> [Directions for this task] Copy out all the records, word for word.

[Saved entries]
# # # # # # #

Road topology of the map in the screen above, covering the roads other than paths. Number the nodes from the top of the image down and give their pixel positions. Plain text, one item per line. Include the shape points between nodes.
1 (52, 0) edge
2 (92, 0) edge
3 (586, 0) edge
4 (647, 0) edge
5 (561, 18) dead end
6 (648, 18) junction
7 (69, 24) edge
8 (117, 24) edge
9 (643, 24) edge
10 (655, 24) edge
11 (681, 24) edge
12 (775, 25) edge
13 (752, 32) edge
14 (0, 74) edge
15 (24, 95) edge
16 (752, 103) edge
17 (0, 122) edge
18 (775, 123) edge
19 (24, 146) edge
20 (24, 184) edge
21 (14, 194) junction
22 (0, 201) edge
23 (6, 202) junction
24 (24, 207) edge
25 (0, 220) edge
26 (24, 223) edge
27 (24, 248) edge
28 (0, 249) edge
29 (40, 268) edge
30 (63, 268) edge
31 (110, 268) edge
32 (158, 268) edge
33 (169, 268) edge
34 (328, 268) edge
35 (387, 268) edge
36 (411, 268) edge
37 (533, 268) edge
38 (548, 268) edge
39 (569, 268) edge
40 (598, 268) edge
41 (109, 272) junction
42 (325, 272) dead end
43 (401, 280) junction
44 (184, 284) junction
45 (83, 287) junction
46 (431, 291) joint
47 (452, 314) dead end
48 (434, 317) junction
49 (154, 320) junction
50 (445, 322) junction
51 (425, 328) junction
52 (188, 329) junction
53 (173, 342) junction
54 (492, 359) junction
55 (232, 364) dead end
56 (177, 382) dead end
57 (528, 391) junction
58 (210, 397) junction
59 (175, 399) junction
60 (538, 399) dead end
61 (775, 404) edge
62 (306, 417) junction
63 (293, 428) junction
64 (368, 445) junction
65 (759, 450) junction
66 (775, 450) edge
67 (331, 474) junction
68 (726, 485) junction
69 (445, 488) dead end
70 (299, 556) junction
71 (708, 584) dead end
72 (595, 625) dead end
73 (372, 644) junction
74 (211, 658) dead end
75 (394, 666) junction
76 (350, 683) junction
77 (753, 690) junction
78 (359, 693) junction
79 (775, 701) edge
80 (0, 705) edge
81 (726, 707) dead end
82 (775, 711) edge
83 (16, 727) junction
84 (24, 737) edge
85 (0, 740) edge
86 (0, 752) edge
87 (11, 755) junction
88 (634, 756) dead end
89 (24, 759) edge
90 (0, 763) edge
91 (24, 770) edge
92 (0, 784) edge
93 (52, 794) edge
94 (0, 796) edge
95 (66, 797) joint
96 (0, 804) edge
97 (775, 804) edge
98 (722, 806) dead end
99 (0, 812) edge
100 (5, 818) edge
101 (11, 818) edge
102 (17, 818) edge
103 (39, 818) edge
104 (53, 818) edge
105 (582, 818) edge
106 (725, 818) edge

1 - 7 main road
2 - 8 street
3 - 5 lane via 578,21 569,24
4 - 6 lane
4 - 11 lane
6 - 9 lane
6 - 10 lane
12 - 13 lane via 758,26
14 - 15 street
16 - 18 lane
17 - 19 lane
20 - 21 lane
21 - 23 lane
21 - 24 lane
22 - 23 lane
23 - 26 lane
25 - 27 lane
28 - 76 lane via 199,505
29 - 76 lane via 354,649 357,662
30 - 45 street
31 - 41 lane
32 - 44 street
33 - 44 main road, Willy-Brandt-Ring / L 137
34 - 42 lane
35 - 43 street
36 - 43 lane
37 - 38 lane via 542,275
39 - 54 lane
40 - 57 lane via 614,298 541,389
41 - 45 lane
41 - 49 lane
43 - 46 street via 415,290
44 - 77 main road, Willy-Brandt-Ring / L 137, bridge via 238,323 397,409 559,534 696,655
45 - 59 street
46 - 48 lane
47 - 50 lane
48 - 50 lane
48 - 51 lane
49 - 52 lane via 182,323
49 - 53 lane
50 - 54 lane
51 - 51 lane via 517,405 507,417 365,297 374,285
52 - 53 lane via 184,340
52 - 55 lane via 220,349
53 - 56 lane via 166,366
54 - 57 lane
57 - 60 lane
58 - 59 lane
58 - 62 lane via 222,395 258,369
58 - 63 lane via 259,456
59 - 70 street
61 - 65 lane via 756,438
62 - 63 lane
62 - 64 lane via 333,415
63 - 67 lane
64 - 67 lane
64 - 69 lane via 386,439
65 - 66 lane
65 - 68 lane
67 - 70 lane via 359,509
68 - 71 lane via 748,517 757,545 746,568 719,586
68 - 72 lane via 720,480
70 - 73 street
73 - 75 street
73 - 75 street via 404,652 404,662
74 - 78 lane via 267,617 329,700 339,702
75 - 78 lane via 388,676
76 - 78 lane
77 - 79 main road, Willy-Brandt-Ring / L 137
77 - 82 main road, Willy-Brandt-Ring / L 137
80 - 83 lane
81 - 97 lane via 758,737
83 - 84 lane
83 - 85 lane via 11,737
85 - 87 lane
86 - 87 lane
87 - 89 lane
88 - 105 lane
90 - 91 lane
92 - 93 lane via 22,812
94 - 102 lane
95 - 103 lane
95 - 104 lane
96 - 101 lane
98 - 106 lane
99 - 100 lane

# # # # # # #

> [Result]
Road topology of the map in the screen above, covering the roads other than paths. Number the nodes from the top of the image down and give their pixel positions. Plain text, one item per line. Include the shape points between nodes.
1 (52, 0) edge
2 (92, 0) edge
3 (586, 0) edge
4 (647, 0) edge
5 (561, 18) dead end
6 (648, 18) junction
7 (69, 24) edge
8 (117, 24) edge
9 (643, 24) edge
10 (655, 24) edge
11 (681, 24) edge
12 (775, 25) edge
13 (752, 32) edge
14 (0, 74) edge
15 (24, 95) edge
16 (752, 103) edge
17 (0, 122) edge
18 (775, 123) edge
19 (24, 146) edge
20 (24, 184) edge
21 (14, 194) junction
22 (0, 201) edge
23 (6, 202) junction
24 (24, 207) edge
25 (0, 220) edge
26 (24, 223) edge
27 (24, 248) edge
28 (0, 249) edge
29 (40, 268) edge
30 (63, 268) edge
31 (110, 268) edge
32 (158, 268) edge
33 (169, 268) edge
34 (328, 268) edge
35 (387, 268) edge
36 (411, 268) edge
37 (533, 268) edge
38 (548, 268) edge
39 (569, 268) edge
40 (598, 268) edge
41 (109, 272) junction
42 (325, 272) dead end
43 (401, 280) junction
44 (184, 284) junction
45 (83, 287) junction
46 (431, 291) joint
47 (452, 314) dead end
48 (434, 317) junction
49 (154, 320) junction
50 (445, 322) junction
51 (425, 328) junction
52 (188, 329) junction
53 (173, 342) junction
54 (492, 359) junction
55 (232, 364) dead end
56 (177, 382) dead end
57 (528, 391) junction
58 (210, 397) junction
59 (175, 399) junction
60 (538, 399) dead end
61 (775, 404) edge
62 (306, 417) junction
63 (293, 428) junction
64 (368, 445) junction
65 (759, 450) junction
66 (775, 450) edge
67 (331, 474) junction
68 (726, 485) junction
69 (445, 488) dead end
70 (299, 556) junction
71 (708, 584) dead end
72 (595, 625) dead end
73 (372, 644) junction
74 (211, 658) dead end
75 (394, 666) junction
76 (350, 683) junction
77 (753, 690) junction
78 (359, 693) junction
79 (775, 701) edge
80 (0, 705) edge
81 (726, 707) dead end
82 (775, 711) edge
83 (16, 727) junction
84 (24, 737) edge
85 (0, 740) edge
86 (0, 752) edge
87 (11, 755) junction
88 (634, 756) dead end
89 (24, 759) edge
90 (0, 763) edge
91 (24, 770) edge
92 (0, 784) edge
93 (52, 794) edge
94 (0, 796) edge
95 (66, 797) joint
96 (0, 804) edge
97 (775, 804) edge
98 (722, 806) dead end
99 (0, 812) edge
100 (5, 818) edge
101 (11, 818) edge
102 (17, 818) edge
103 (39, 818) edge
104 (53, 818) edge
105 (582, 818) edge
106 (725, 818) edge

1 - 7 main road
2 - 8 street
3 - 5 lane via 578,21 569,24
4 - 6 lane
4 - 11 lane
6 - 9 lane
6 - 10 lane
12 - 13 lane via 758,26
14 - 15 street
16 - 18 lane
17 - 19 lane
20 - 21 lane
21 - 23 lane
21 - 24 lane
22 - 23 lane
23 - 26 lane
25 - 27 lane
28 - 76 lane via 199,505
29 - 76 lane via 354,649 357,662
30 - 45 street
31 - 41 lane
32 - 44 street
33 - 44 main road, Willy-Brandt-Ring / L 137
34 - 42 lane
35 - 43 street
36 - 43 lane
37 - 38 lane via 542,275
39 - 54 lane
40 - 57 lane via 614,298 541,389
41 - 45 lane
41 - 49 lane
43 - 46 street via 415,290
44 - 77 main road, Willy-Brandt-Ring / L 137, bridge via 238,323 397,409 559,534 696,655
45 - 59 street
46 - 48 lane
47 - 50 lane
48 - 50 lane
48 - 51 lane
49 - 52 lane via 182,323
49 - 53 lane
50 - 54 lane
51 - 51 lane via 517,405 507,417 365,297 374,285
52 - 53 lane via 184,340
52 - 55 lane via 220,349
53 - 56 lane via 166,366
54 - 57 lane
57 - 60 lane
58 - 59 lane
58 - 62 lane via 222,395 258,369
58 - 63 lane via 259,456
59 - 70 street
61 - 65 lane via 756,438
62 - 63 lane
62 - 64 lane via 333,415
63 - 67 lane
64 - 67 lane
64 - 69 lane via 386,439
65 - 66 lane
65 - 68 lane
67 - 70 lane via 359,509
68 - 71 lane via 748,517 757,545 746,568 719,586
68 - 72 lane via 720,480
70 - 73 street
73 - 75 street
73 - 75 street via 404,652 404,662
74 - 78 lane via 267,617 329,700 339,702
75 - 78 lane via 388,676
76 - 78 lane
77 - 79 main road, Willy-Brandt-Ring / L 137
77 - 82 main road, Willy-Brandt-Ring / L 137
80 - 83 lane
81 - 97 lane via 758,737
83 - 84 lane
83 - 85 lane via 11,737
85 - 87 lane
86 - 87 lane
87 - 89 lane
88 - 105 lane
90 - 91 lane
92 - 93 lane via 22,812
94 - 102 lane
95 - 103 lane
95 - 104 lane
96 - 101 lane
98 - 106 lane
99 - 100 lane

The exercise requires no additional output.